** Required action **
Match the string "Primera" against each line below, and copy every line that matches.

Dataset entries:
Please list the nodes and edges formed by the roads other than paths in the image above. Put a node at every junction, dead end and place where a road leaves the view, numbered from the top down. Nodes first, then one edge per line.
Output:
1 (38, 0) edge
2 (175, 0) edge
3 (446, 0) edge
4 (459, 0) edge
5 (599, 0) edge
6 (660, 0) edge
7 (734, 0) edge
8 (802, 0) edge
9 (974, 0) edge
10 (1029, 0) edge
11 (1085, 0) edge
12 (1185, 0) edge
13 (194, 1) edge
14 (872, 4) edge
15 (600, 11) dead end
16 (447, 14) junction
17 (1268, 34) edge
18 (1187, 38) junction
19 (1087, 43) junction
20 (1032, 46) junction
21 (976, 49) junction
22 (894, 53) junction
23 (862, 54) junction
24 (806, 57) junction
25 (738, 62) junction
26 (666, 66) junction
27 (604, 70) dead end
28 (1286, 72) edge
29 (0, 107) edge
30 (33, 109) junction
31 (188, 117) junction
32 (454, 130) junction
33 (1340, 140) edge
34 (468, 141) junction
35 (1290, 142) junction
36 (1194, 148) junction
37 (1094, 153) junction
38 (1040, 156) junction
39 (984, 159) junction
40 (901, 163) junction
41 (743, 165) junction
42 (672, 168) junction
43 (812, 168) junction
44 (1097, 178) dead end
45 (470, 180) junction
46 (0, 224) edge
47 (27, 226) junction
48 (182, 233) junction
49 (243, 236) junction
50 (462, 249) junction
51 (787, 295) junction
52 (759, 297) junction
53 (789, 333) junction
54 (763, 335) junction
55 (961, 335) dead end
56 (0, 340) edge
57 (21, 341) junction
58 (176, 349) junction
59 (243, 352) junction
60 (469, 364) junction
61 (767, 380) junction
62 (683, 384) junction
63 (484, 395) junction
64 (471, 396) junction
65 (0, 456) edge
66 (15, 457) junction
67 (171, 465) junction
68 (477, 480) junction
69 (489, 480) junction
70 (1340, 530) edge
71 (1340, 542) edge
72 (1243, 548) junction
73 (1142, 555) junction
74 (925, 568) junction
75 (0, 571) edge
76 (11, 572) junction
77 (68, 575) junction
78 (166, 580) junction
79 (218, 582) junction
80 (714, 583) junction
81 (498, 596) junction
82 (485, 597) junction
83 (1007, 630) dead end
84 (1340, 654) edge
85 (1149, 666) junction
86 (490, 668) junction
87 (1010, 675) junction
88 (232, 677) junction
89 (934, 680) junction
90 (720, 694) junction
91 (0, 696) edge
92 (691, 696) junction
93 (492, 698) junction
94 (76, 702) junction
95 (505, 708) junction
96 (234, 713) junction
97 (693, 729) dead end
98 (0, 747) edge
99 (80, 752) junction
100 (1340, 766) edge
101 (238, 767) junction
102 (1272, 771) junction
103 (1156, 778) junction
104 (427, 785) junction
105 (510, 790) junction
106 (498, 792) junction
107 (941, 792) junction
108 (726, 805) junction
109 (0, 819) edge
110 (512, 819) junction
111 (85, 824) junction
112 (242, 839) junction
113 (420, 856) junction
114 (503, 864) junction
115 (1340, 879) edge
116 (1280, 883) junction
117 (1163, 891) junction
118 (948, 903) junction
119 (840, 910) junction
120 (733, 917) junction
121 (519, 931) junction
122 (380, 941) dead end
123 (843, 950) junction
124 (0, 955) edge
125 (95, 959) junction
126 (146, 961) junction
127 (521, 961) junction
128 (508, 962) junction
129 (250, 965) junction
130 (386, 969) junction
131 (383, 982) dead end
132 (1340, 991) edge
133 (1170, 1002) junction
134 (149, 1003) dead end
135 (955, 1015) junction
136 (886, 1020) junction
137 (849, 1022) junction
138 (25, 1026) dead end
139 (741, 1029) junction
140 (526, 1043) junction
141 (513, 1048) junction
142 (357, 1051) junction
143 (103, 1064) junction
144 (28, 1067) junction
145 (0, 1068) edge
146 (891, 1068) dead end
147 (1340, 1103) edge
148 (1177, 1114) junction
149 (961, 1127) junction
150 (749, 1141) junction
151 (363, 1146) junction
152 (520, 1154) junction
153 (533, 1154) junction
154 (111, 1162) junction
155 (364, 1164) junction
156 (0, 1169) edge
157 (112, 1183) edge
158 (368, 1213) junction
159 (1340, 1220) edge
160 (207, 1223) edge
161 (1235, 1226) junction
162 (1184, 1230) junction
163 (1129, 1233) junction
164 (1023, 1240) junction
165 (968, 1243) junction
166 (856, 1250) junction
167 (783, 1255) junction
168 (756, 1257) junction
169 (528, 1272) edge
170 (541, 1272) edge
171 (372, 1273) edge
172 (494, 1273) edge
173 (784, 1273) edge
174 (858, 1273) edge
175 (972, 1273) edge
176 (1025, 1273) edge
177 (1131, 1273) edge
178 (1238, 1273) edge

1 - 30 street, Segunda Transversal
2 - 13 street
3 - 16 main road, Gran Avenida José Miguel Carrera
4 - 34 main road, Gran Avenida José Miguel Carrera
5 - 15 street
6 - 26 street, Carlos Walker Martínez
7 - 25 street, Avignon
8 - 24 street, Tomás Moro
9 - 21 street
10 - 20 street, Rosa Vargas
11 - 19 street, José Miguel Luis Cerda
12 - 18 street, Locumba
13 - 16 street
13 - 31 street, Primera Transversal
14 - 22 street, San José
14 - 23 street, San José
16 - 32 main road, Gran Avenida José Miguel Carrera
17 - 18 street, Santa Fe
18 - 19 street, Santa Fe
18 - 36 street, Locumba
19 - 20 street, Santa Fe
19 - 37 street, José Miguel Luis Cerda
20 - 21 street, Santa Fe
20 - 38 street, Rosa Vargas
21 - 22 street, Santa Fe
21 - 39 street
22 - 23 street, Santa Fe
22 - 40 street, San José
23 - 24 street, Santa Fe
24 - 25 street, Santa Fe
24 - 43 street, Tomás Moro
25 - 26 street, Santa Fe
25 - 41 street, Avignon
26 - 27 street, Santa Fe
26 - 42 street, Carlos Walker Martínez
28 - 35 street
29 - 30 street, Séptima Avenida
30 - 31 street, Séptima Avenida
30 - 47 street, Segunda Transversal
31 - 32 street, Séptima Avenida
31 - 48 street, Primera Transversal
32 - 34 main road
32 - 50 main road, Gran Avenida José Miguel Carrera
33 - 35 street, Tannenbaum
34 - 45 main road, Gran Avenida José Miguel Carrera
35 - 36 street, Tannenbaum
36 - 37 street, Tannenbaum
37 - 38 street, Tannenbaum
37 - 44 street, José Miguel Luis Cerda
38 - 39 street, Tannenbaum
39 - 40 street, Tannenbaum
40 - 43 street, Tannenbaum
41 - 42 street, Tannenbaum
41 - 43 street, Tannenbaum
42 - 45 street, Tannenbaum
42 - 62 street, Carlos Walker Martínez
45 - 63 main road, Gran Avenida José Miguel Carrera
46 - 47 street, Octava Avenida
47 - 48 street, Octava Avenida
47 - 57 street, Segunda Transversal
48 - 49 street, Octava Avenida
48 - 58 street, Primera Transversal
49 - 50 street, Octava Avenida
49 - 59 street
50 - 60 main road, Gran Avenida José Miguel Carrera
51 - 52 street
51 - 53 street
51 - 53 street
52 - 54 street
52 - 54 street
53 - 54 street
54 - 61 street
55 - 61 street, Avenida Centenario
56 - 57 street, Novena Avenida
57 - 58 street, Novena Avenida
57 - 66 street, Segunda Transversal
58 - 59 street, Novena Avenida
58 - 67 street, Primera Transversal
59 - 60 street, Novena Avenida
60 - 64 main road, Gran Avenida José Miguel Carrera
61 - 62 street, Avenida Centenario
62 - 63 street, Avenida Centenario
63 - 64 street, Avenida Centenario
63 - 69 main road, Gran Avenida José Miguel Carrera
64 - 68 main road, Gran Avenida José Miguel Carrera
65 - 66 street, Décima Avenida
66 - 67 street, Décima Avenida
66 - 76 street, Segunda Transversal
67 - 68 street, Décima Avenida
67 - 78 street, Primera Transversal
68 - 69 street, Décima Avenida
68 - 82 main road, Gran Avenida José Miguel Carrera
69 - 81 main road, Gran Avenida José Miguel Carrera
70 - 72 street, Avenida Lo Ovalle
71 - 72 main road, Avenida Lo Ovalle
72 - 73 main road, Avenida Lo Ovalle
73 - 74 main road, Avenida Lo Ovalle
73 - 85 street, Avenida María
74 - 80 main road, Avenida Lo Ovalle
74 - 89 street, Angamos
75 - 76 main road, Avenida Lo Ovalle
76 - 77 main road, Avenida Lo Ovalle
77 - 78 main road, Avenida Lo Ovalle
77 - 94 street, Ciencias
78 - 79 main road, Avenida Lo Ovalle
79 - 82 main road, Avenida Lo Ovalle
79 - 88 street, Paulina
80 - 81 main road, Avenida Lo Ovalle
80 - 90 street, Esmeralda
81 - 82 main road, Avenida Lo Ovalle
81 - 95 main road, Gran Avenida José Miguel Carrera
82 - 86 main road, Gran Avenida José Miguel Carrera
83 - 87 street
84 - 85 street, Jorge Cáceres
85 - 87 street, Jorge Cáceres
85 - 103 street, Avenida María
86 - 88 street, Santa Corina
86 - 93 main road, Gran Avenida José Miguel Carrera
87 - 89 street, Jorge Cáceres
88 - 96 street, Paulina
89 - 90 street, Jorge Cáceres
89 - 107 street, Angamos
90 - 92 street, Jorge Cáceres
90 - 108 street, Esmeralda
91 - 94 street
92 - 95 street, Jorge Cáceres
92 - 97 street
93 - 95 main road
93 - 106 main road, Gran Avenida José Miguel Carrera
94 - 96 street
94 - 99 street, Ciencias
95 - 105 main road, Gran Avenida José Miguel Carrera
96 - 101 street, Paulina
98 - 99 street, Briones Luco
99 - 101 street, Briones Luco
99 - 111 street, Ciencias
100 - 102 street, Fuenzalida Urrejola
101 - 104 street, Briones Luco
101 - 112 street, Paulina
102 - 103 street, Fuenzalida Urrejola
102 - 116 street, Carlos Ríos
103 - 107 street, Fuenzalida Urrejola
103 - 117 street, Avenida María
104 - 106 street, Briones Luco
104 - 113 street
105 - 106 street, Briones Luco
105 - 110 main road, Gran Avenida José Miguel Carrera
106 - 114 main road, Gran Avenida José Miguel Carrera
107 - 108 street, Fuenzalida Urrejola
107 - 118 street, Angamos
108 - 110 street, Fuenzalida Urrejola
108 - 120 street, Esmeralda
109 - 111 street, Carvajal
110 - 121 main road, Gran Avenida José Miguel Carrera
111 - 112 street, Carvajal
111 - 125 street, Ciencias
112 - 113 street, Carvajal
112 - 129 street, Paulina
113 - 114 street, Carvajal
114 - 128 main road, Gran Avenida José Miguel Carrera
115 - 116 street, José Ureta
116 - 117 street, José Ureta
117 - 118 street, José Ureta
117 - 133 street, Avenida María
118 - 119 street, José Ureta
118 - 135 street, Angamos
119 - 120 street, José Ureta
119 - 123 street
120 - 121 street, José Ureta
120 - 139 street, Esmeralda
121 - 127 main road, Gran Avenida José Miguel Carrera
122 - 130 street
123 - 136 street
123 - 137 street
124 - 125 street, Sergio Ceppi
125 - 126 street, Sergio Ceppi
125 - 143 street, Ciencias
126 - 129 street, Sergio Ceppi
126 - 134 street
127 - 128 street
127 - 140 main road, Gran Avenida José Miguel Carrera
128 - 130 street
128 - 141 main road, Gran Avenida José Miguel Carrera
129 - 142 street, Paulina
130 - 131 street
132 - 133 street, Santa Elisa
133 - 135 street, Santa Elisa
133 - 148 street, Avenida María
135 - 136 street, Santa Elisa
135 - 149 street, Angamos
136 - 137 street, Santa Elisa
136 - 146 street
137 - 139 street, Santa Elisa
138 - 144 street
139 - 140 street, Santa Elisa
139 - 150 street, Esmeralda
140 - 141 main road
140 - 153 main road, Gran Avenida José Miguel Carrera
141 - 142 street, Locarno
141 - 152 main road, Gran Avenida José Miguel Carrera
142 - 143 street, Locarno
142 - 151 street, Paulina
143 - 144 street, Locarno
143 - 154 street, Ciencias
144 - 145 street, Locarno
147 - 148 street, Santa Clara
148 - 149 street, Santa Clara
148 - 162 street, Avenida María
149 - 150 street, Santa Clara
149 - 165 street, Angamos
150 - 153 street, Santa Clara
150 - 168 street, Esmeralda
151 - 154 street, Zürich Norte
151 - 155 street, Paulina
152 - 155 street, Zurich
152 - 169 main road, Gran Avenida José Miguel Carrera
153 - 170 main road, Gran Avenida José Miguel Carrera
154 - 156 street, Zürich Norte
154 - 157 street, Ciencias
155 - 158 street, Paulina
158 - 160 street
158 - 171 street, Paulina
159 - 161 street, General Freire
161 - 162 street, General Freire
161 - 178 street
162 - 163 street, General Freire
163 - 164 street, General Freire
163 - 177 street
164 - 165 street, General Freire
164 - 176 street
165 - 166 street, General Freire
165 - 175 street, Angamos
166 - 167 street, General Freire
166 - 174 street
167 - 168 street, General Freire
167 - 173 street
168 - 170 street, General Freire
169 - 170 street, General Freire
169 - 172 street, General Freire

** Exercise output **
13 - 31 street, Primera Transversal
31 - 48 street, Primera Transversal
48 - 58 street, Primera Transversal
58 - 67 street, Primera Transversal
67 - 78 street, Primera Transversal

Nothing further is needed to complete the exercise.